The CBN letter signed by Mr. Haruna B. Mustafa, fingered mega investment guru and FBN ex-chairman, Oba Otudeko, as the brain behind the current crisis and plot to dislodge the incumbent managing director.
It would appear that FBN has courted more trouble setting off this failed plot as the CBN took time to look into the bank’s books to unearth other issues of aggravated regulatory disobedience as the CBN slammed the first generation but upwards mobile banking giant for failing to comply with regulatory directives to divest its interest in Honey-Well Flour Mills despite several reminders.
“We further noted that after 4 years the bank is yet to perfect its lien on the shares of Mr. Oba Otudeko in FBN Holdco which collateralized the restructured credit facilities for HoneyWell Flour Mills contrary to the conditions precedent for the restructuring of the company’s credit facility.
“Given the bank’s failure to perfect the pledge and satisfy conditions for regulatory approval, the restructuring has thus been invalidated and the credit facilities now payable immediately.
“Consequently, the company is required to fully repay its obligations to the bank within 48 hours failing which the CBN will take appropriate regulatory measures against the insider borrower and the bank.
“Furthermore, the Bank notes the untenable delay in resolving the long outstanding divestment from Bharti Airtel Nigeria Ltd in line with extant regulations of the CBN”, as the bankers bank directed:
“Accordingly, you are required to divest the equity investments in all non-permissible entities such as HoneyWell Flour Mills and Bharti Airtel Nigeria Ltd within 90 days. Please forward evidence of compliance in accordance with the timelines above to the Director of Banking Supervision.”
Reacting on the CBN intervention on the FBN crisis, a retired commercial bank auditor and financial expert, Pius Otshuko Obi applauded CBN for engaging in judicious and professional intervention, unlike in the past.
He said, “This intervention is more civil than the takeover of nine banks under Lamido Sanusi regime. Regulatory interventions should be apolitical, this is a good example.”
In a similar development, intense pressure is said to being piled on the CBN Governor, Mr.
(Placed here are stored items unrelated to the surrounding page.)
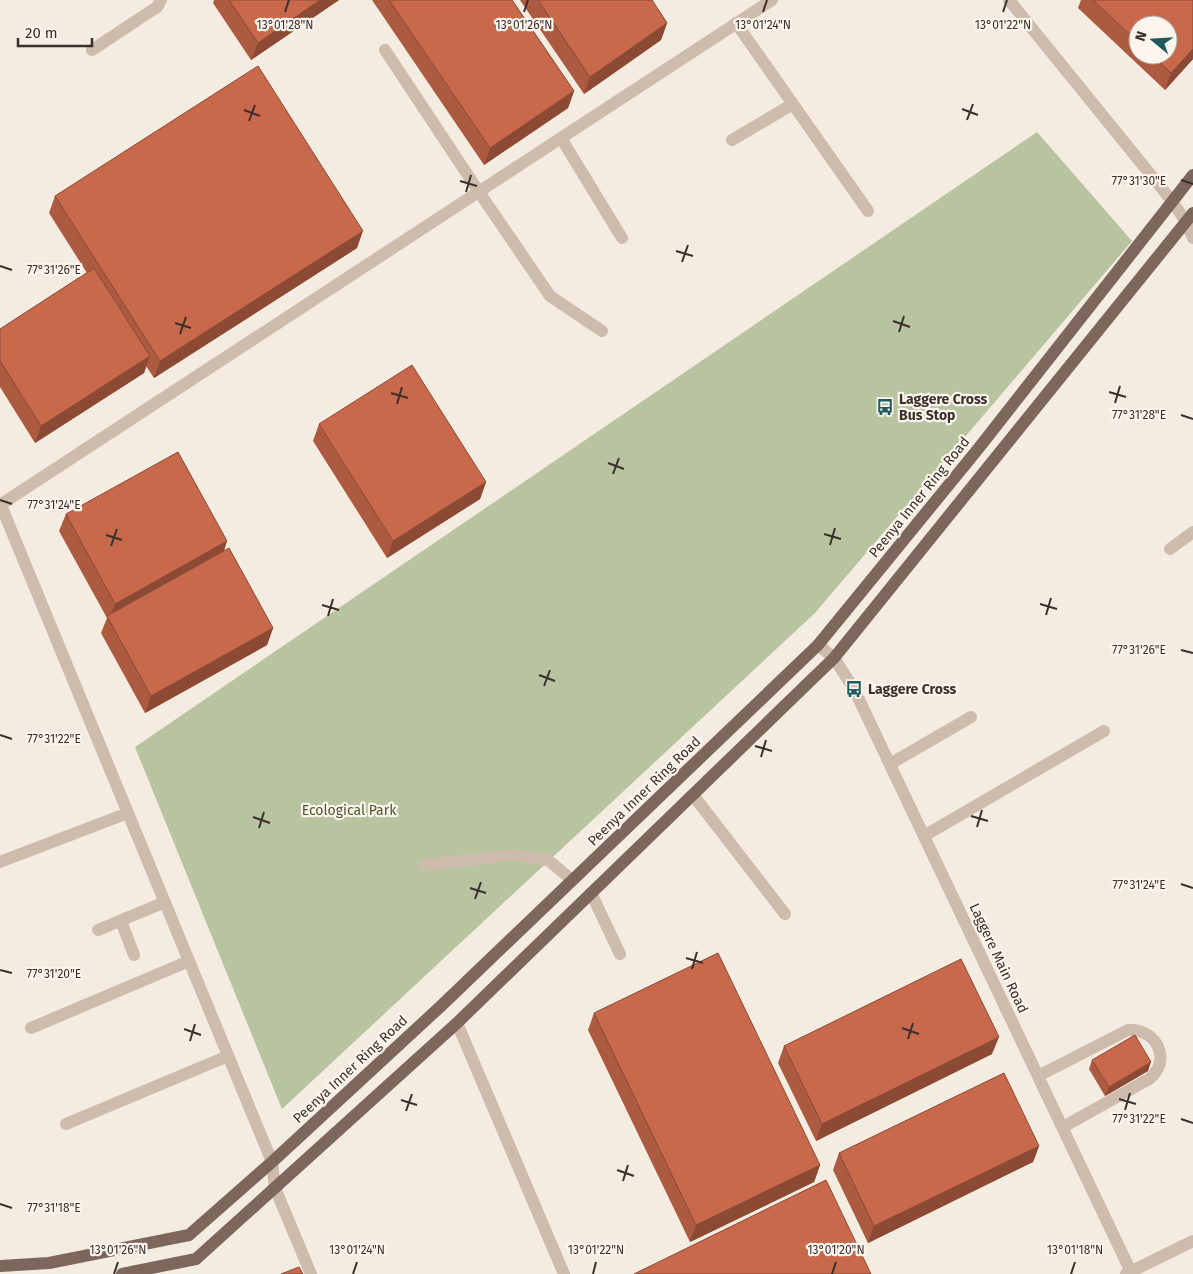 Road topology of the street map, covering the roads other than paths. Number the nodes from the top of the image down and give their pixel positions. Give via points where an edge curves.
1 (161, 0) edge
2 (772, 0) edge
3 (1009, 0) edge
4 (736, 23) junction
5 (92, 50) dead end
6 (385, 50) dead end
7 (793, 104) junction
8 (561, 138) junction
9 (732, 140) dead end
10 (1193, 175) edge
11 (479, 192) junction
12 (1172, 201) junction
13 (868, 211) dead end
14 (1189, 218) edge
15 (622, 238) dead end
16 (1193, 238) edge
17 (602, 331) dead end
18 (0, 504) edge
19 (1193, 532) edge
20 (1170, 549) dead end
21 (818, 645) junction
22 (834, 658) junction
23 (971, 717) dead end
24 (1104, 731) dead end
25 (890, 764) junction
26 (693, 795) junction
27 (128, 813) junction
28 (924, 836) junction
29 (0, 862) edge
30 (424, 865) dead end
31 (572, 880) junction
32 (591, 893) junction
33 (164, 902) junction
34 (785, 914) dead end
35 (121, 921) junction
36 (98, 930) dead end
37 (620, 954) dead end
38 (134, 955) dead end
39 (189, 961) junction
40 (457, 1023) junction
41 (31, 1028) dead end
42 (228, 1056) junction
43 (1038, 1076) junction
44 (66, 1124) dead end
45 (1062, 1128) junction
46 (272, 1162) junction
47 (275, 1188) junction
48 (1193, 1241) edge
49 (0, 1266) edge
50 (1130, 1273) edge
51 (122, 1274) edge
52 (311, 1274) edge
53 (564, 1274) edge

1 - 5 street via 158,7
2 - 4 street
3 - 12 street
4 - 7 street
4 - 8 street
6 - 11 street
7 - 9 street
7 - 13 street
8 - 11 street
8 - 15 street
10 - 12 main road, Peenya Inner Ring Road
11 - 17 street via 550,296
11 - 18 street
12 - 14 street
12 - 21 main road, Peenya Inner Ring Road via 978,449
14 - 16 street
14 - 22 main road
18 - 27 street
19 - 20 street
21 - 22 street, Laggere Main Road
21 - 31 main road, Peenya Inner Ring Road
22 - 25 street, Laggere Main Road via 854,688
22 - 26 main road
23 - 25 street
24 - 28 street
25 - 28 street, Laggere Main Road
26 - 32 main road
26 - 34 street
27 - 29 street
27 - 33 street
28 - 43 street, Laggere Main Road
30 - 31 street via 513,855 548,860
31 - 46 main road, Peenya Inner Ring Road
32 - 37 street
32 - 40 main road
33 - 35 street
33 - 39 street
35 - 36 street
35 - 38 street
39 - 41 street
39 - 42 street
40 - 47 main road
40 - 53 street
42 - 44 street
42 - 46 street
43 - 45 street, Laggere Main Road
43 - 45 street via 1128,1030 1142,1031 1157,1045 1161,1055 1157,1073
45 - 50 street, Laggere Main Road
46 - 47 street
46 - 49 main road, Peenya Inner Ring Road via 188,1235 49,1263
47 - 51 main road via 196,1259
47 - 52 street
48 - 50 street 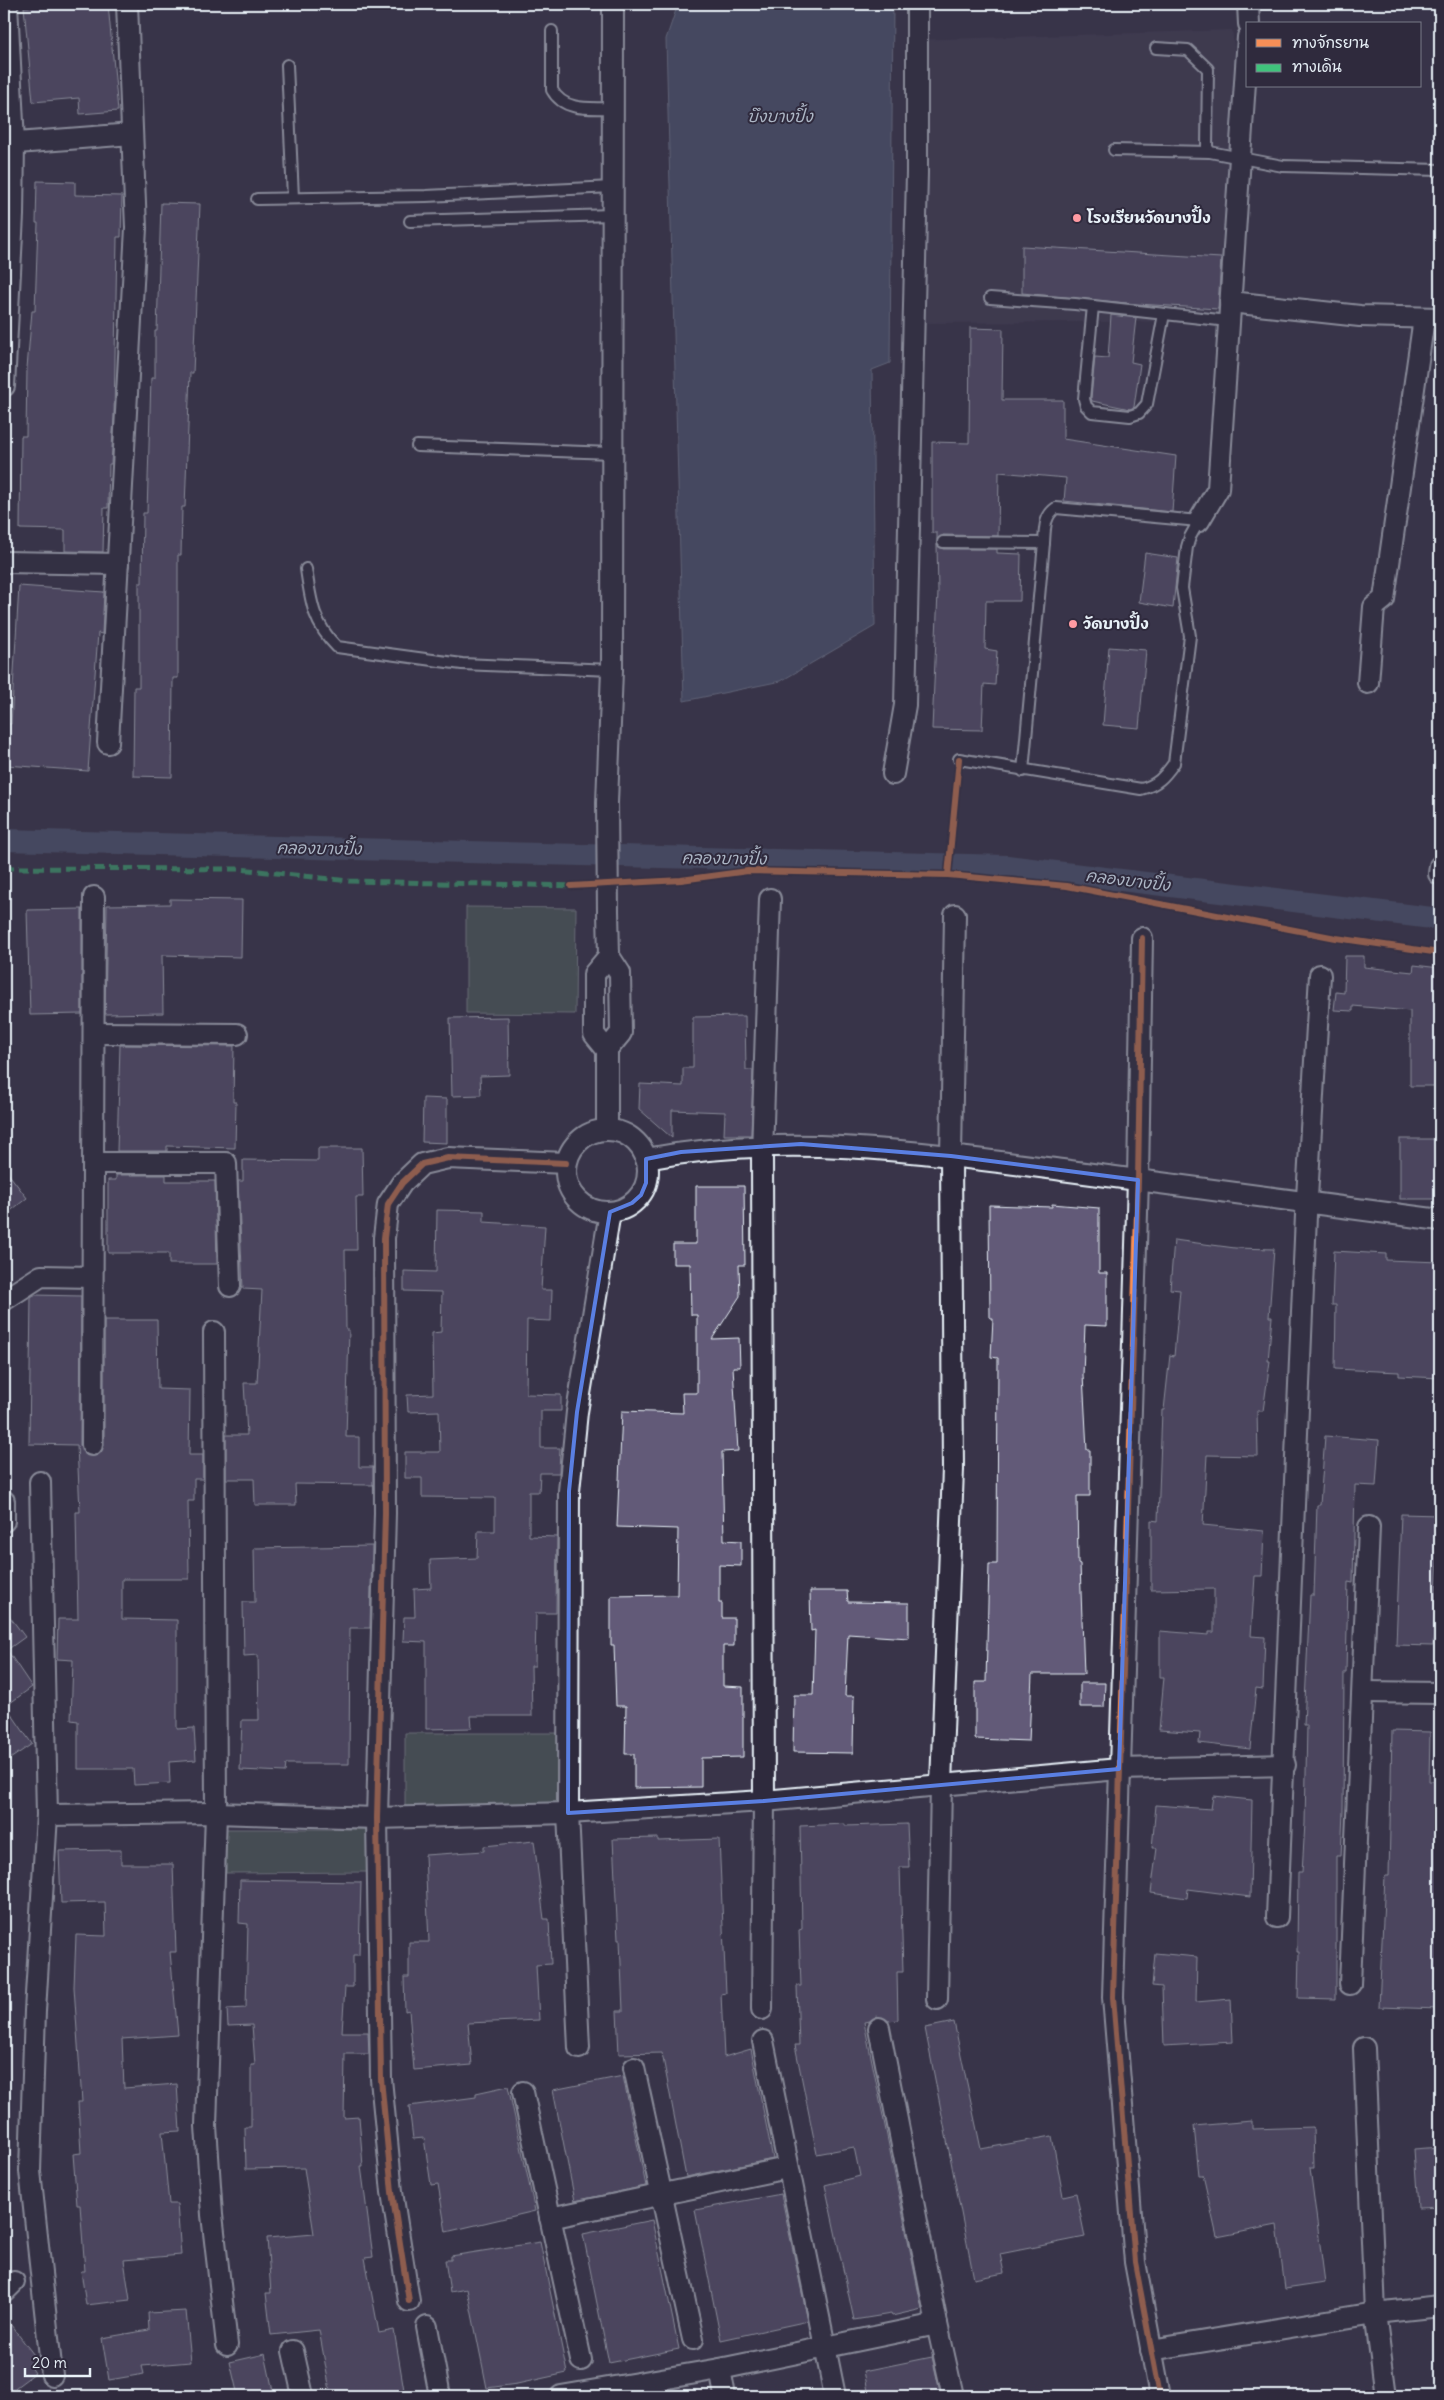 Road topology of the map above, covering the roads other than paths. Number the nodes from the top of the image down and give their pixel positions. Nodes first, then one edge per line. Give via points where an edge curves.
1 (7, 4) edge
2 (127, 4) edge
3 (613, 4) edge
4 (917, 4) edge
5 (1248, 4) edge
6 (1248, 22) edge
7 (552, 31) dead end
8 (1156, 48) dead end
9 (287, 65) dead end
10 (1246, 71) edge
11 (613, 108) junction
12 (132, 134) junction
13 (9, 143) edge
14 (1114, 150) dead end
15 (1210, 152) junction
16 (1241, 157) junction
17 (1440, 170) edge
18 (613, 187) junction
19 (293, 198) junction
20 (258, 199) dead end
21 (613, 215) junction
22 (410, 221) dead end
23 (990, 298) dead end
24 (1093, 306) junction
25 (1229, 312) junction
26 (1164, 314) junction
27 (1432, 318) edge
28 (4, 386) edge
29 (417, 446) dead end
30 (612, 454) junction
31 (1199, 521) junction
32 (943, 542) dead end
33 (1044, 543) junction
34 (4, 562) edge
35 (118, 564) junction
36 (306, 569) dead end
37 (612, 670) junction
38 (1368, 682) dead end
39 (108, 743) dead end
40 (959, 759) dead end
41 (1023, 771) junction
42 (893, 774) dead end
43 (94, 897) dead end
44 (770, 899) dead end
45 (955, 915) dead end
46 (1142, 938) dead end
47 (1320, 975) dead end
48 (94, 1032) junction
49 (237, 1034) dead end
50 (607, 1130) junction
51 (762, 1147) junction
52 (951, 1156) junction
53 (646, 1159) junction
54 (94, 1163) junction
55 (566, 1163) junction
56 (1138, 1180) junction
57 (1307, 1202) junction
58 (610, 1212) junction
59 (1440, 1220) edge
60 (92, 1277) junction
61 (230, 1286) dead end
62 (4, 1300) edge
63 (214, 1332) dead end
64 (92, 1446) dead end
65 (40, 1482) dead end
66 (4, 1501) edge
67 (4, 1521) edge
68 (1369, 1527) dead end
69 (1364, 1692) junction
70 (1440, 1692) edge
71 (1285, 1765) junction
72 (1119, 1769) junction
73 (940, 1784) junction
74 (764, 1802) junction
75 (216, 1813) junction
76 (568, 1813) junction
77 (47, 1815) junction
78 (377, 1818) junction
79 (1277, 1917) dead end
80 (1350, 1984) dead end
81 (937, 1999) dead end
82 (762, 2008) dead end
83 (879, 2028) dead end
84 (763, 2041) dead end
85 (579, 2048) dead end
86 (1364, 2048) dead end
87 (634, 2068) dead end
88 (523, 2092) dead end
89 (788, 2168) junction
90 (661, 2194) junction
91 (550, 2218) junction
92 (409, 2301) dead end
93 (1440, 2306) edge
94 (1375, 2313) junction
95 (937, 2324) junction
96 (427, 2327) dead end
97 (693, 2339) dead end
98 (228, 2345) dead end
99 (825, 2348) junction
100 (1151, 2350) junction
101 (293, 2351) dead end
102 (582, 2360) dead end
103 (720, 2369) junction
104 (52, 2375) dead end
105 (609, 2392) edge
106 (303, 2396) edge
107 (440, 2396) edge
108 (561, 2396) edge
109 (725, 2396) edge
110 (835, 2396) edge
111 (953, 2396) edge
112 (1160, 2396) edge
113 (1386, 2396) edge

1 - 13 street
2 - 12 street
3 - 11 street
4 - 42 street via 917,173 905,705
5 - 6 street
7 - 11 lane via 552,90 556,98 576,108
8 - 15 lane via 1188,50 1208,69 1207,147
9 - 19 lane
10 - 16 street
11 - 18 street
12 - 13 street
12 - 35 street via 136,228
13 - 28 street via 13,215
14 - 15 lane
15 - 16 lane
16 - 17 lane via 1283,166
16 - 25 street
18 - 19 lane via 426,196
18 - 21 street
19 - 20 lane
21 - 22 lane
21 - 30 street
23 - 24 lane
24 - 26 lane
24 - 26 lane via 1084,400 1092,412 1130,416 1139,413 1147,404
25 - 26 lane
25 - 27 street
25 - 31 street via 1218,489
27 - 38 street via 1384,599 1374,607
29 - 30 lane
30 - 37 street
31 - 33 lane via 1056,508 1046,519
31 - 41 lane via 1187,547 1182,588 1190,636 1174,763 1154,786 1141,790
32 - 33 lane
33 - 41 lane
34 - 35 street
35 - 39 street
36 - 37 lane via 311,601 323,632 337,647 462,664
37 - 50 street via 607,803 609,956 620,973 621,1033 607,1050
40 - 41 lane
43 - 48 street
44 - 51 street
45 - 52 street
46 - 56 street
47 - 57 street
48 - 49 street
48 - 54 street
50 - 53 street via 631,1138
50 - 55 street via 593,1132 581,1139
51 - 52 street via 801,1144
51 - 53 street via 681,1152
51 - 74 street
52 - 56 street
52 - 73 street via 952,1469
53 - 58 street via 646,1183 641,1195 627,1206
54 - 60 street
54 - 61 street via 226,1163
55 - 58 street via 567,1182 576,1198 598,1211
55 - 78 street via 448,1158 422,1164 402,1183 388,1204 384,1238 385,1513
56 - 57 street
56 - 72 street
57 - 59 street
57 - 71 street
58 - 76 street via 578,1412 569,1491
60 - 62 street via 41,1276
60 - 64 street
63 - 75 street
65 - 77 street
66 - 67 street
68 - 69 street
69 - 70 street
69 - 80 street
71 - 72 street
71 - 79 street
72 - 73 street
72 - 100 street via 1113,1997 1135,2262
73 - 74 street
73 - 81 street
74 - 76 street
74 - 82 street
75 - 77 street
75 - 78 street
75 - 98 street via 206,2126 212,2215
76 - 78 street
76 - 85 street
77 - 104 street via 35,2011 30,2171
78 - 92 street via 381,2079 392,2192
83 - 95 street
84 - 89 street
86 - 94 street
87 - 90 street
88 - 91 street
89 - 90 street
89 - 99 street
90 - 91 street
90 - 97 street
91 - 102 street
93 - 94 street
94 - 100 street
94 - 113 street
95 - 99 street
95 - 111 street
96 - 107 street
99 - 103 street
99 - 110 street
100 - 112 street
101 - 106 street
103 - 105 street
103 - 109 street
105 - 108 street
Godwin Emefiele to sack Onyeagwu, Zenith Bank newly appointed managing director, which appointment is believed to have ran foul of the corporate governance rules enshrined in the Code of Corporate Governance for Banks and Discount Houses in Nigeria of May 2014.
Impeccable authoritative sources also hints of pressure allegedly been mounted by the presidency to reverse the appointment. Unlike FBN, the Zenith Bank case appears to be burdened with delicate loops and primordial knots which makes untangling appears difficult; on the face on the personal involvement of Emefiele in the whole saga.
Attempts by our reporter to get an update on the development from the bank’s corporate affairs manager, Mr. Tunji Shittu on telephone proved abortive as telephone line rang switched off two days running. He did not also respond to text message sent to him on the issue.
It is not clear how the ongoing rumblings will pan out, but those whose business it is to know posit that this is a litmus test for Emefiele, the CBN boss. He was not only a former managing director of Zenith Bank, his appointment as the apex banking umpire was believed to have been largely influenced by the controversial founder of the leading commercial bank, with a strong brand name as well as strong offshore tentacles.